Beginner Level Kabbalah

Basics in Kabbalah and Chassidut: Atzmut

The Stages of the Creative Process
from God's Infinite Light to Our Physical World

 Or Ein Sof ("God's Infinite Light")
 Sod Ha'Tzimtzum ("The Secret of 'Contraction'")
 Adam Kadmon ("Primordial Man")
 Akudim, Nekudim, Brudim ("Binding, Points, Connection")
 Keter D'Atzilut ("The 'Crown' of Emanation")
 Olam Ha'Atzilut ("The World of Emanation")
 ABiYA (The Four Worlds: Atzilut, Beriah, Yetzirah, Asiyah)

Or Ein Sof  ("God's Infinite Light")
Ten stages of God's Infinite Light before the beginning of the creative process.
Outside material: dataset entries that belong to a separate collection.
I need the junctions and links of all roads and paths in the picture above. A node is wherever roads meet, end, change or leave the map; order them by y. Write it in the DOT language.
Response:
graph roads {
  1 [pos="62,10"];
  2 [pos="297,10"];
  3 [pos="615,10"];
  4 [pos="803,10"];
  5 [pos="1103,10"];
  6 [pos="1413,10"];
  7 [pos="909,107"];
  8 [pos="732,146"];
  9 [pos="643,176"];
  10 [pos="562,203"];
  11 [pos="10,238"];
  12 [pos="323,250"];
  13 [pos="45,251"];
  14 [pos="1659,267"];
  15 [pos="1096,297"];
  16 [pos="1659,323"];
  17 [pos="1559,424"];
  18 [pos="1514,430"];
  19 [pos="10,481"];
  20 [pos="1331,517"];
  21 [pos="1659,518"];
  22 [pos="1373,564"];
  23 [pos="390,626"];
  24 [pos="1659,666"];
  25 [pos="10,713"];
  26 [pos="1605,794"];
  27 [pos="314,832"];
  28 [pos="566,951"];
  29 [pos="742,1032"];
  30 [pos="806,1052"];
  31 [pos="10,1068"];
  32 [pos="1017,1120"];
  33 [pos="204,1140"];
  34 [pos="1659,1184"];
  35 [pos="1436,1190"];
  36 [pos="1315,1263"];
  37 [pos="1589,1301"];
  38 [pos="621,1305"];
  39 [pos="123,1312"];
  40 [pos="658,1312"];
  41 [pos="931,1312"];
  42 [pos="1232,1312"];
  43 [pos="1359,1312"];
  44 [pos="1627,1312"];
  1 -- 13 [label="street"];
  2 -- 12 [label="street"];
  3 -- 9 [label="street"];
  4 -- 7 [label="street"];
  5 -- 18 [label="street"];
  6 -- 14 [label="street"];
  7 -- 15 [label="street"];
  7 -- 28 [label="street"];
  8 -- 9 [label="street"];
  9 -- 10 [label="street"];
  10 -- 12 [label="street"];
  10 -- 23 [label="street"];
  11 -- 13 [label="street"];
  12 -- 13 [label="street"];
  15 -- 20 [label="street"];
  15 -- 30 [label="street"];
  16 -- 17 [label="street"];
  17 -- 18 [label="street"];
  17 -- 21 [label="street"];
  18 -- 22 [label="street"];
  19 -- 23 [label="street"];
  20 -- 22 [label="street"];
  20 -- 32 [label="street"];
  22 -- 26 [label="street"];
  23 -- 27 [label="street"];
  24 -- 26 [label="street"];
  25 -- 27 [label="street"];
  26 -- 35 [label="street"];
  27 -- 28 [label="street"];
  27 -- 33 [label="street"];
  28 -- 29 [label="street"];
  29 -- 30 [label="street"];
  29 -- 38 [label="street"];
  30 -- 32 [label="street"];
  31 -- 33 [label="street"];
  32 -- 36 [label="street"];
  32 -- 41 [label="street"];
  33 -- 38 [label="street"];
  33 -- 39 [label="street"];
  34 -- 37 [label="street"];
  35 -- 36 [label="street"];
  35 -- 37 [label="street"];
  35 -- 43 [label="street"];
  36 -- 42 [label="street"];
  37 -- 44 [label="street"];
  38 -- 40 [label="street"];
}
 Atzmut Yachid Echad Sha'ashuim
Kadmon Avir
Adam Kadma'ah


God's Absolute Essence

Of God's Absolute Essence it is said: "no thought can grasp You at all." He is neither "something" nor is He "nothing," for He is the "Absolute Something" as well as the "Absolute Nothing" as one.
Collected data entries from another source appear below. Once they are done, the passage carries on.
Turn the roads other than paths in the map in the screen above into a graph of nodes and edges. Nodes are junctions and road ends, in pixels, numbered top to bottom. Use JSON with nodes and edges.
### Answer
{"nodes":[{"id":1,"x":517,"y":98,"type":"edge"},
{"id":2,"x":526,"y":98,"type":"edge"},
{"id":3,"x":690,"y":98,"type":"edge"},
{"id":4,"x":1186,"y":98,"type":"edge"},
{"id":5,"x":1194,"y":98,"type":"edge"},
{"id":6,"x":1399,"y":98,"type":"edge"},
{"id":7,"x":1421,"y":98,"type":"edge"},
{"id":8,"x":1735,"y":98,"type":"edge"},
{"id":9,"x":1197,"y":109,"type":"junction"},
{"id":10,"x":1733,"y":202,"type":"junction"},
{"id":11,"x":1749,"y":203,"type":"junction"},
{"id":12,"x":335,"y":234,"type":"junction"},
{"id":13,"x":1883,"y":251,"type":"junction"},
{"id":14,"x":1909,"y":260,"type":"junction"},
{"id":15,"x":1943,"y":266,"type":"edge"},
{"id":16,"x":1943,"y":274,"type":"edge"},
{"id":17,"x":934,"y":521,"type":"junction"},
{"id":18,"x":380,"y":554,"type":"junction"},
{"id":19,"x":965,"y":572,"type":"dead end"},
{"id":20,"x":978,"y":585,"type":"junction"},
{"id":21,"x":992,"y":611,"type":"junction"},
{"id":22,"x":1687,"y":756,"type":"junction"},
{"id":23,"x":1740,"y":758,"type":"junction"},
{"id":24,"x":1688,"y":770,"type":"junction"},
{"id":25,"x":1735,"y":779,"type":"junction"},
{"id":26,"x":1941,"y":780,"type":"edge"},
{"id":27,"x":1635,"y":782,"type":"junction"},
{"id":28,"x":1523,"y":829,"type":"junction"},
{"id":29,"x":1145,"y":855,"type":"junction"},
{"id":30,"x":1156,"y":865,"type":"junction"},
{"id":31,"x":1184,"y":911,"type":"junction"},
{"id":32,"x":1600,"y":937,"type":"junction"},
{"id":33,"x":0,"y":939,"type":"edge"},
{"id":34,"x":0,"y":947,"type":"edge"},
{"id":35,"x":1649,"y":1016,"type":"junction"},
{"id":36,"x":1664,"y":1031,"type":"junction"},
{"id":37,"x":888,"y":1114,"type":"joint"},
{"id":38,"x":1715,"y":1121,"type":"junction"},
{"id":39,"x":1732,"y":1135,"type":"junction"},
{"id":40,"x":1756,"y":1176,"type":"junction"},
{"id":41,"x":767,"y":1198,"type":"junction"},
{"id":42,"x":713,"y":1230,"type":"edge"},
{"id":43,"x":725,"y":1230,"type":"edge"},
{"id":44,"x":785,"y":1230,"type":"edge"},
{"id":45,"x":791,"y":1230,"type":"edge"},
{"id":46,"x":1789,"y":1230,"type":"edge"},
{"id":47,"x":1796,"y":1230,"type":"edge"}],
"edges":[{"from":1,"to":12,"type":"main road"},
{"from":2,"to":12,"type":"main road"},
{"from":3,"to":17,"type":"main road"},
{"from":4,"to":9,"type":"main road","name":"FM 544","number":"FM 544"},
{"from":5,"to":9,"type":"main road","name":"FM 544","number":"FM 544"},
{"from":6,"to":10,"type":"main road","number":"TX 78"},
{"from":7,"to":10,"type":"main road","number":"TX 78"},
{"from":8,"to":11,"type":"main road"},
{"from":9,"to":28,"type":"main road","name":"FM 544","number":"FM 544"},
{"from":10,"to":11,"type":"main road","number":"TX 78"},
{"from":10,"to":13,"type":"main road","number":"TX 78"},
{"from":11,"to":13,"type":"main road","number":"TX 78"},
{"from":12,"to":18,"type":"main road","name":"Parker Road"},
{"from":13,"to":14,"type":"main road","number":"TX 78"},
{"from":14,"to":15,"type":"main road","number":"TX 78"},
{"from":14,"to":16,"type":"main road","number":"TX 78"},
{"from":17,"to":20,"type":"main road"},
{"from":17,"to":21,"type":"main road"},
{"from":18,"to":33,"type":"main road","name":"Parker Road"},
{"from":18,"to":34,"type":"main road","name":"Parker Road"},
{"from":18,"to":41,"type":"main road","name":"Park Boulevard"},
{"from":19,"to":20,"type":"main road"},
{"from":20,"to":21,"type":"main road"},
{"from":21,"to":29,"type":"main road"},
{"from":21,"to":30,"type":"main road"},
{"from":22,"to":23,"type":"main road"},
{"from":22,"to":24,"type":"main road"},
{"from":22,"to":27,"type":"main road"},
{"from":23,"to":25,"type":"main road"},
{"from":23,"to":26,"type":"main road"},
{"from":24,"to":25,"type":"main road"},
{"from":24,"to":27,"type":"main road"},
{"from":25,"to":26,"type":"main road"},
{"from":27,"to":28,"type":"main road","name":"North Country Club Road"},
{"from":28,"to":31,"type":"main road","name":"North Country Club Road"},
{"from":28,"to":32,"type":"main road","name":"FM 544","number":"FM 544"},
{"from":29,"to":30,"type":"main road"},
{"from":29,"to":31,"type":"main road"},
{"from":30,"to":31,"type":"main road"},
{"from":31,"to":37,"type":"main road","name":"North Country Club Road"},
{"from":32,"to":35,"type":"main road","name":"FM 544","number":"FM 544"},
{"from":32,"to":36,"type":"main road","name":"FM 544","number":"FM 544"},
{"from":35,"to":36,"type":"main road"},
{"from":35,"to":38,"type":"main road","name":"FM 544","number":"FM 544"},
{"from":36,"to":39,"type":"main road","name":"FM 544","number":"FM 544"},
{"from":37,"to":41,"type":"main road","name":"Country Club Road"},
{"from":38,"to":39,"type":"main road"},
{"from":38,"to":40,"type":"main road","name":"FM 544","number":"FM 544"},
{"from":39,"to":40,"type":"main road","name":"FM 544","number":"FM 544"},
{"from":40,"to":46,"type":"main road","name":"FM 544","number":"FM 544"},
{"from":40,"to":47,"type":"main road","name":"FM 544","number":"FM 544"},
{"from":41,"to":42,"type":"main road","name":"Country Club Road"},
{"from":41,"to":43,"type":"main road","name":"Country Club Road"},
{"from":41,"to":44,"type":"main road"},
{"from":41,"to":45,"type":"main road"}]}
Even when we refer to this and other related phenomena with regard to God as His being "the Paradox of paradoxes," this phrase itself is not meant to define God but only to describe the nature of man's experience of Him.

The phrase "no thought" in the above statement implies that even the primordial thought of Adam Kadmon–that thought which conceives all of Creation at once–cannot know the essence of God, the Creator.
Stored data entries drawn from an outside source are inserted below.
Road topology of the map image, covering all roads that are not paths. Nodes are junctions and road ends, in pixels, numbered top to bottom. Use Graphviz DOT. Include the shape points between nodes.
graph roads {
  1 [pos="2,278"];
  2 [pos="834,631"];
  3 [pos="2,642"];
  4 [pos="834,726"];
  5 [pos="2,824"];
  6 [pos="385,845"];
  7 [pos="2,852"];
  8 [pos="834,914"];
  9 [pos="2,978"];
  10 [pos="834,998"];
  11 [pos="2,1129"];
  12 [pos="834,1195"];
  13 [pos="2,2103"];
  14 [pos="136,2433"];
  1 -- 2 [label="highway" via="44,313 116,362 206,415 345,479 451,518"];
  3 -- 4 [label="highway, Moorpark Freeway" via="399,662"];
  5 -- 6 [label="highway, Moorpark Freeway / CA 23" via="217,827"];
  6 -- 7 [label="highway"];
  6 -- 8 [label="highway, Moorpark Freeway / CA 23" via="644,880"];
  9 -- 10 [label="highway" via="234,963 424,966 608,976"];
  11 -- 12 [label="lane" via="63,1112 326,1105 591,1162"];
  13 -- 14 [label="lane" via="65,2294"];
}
Although the intellectual faculty of the Divine soul cannot know God, the inner essence of the Divine soul of Israel–"an actual part of God Above" (Tanya Ch. 2)– connects to God's Essence intuitively and directly (in the second person), as evident from the above statement itself: "no thought can grasp You at all."

When a simple Jew says "God," as in the phrase "blessed be God" or "by the will of God," he is referring to Atzmut–God's Absolute Essence. This is expressed by the Chassidic saying: "a simple Jew is connected to the simplicity of Atzmut."

In Hebrew, Atzmut means "Self" (and derives from the root etzem, which means "bone"). The first word of the giving of the Torah to Israel–the Ten Commandments–is Anochi, "I," the revelation to Israel of God's Absolute Essence, His ultimate "Self." The experience of this revelation impresses on the soul the sense of God's being "the Paradox of paradoxes," as mentioned above.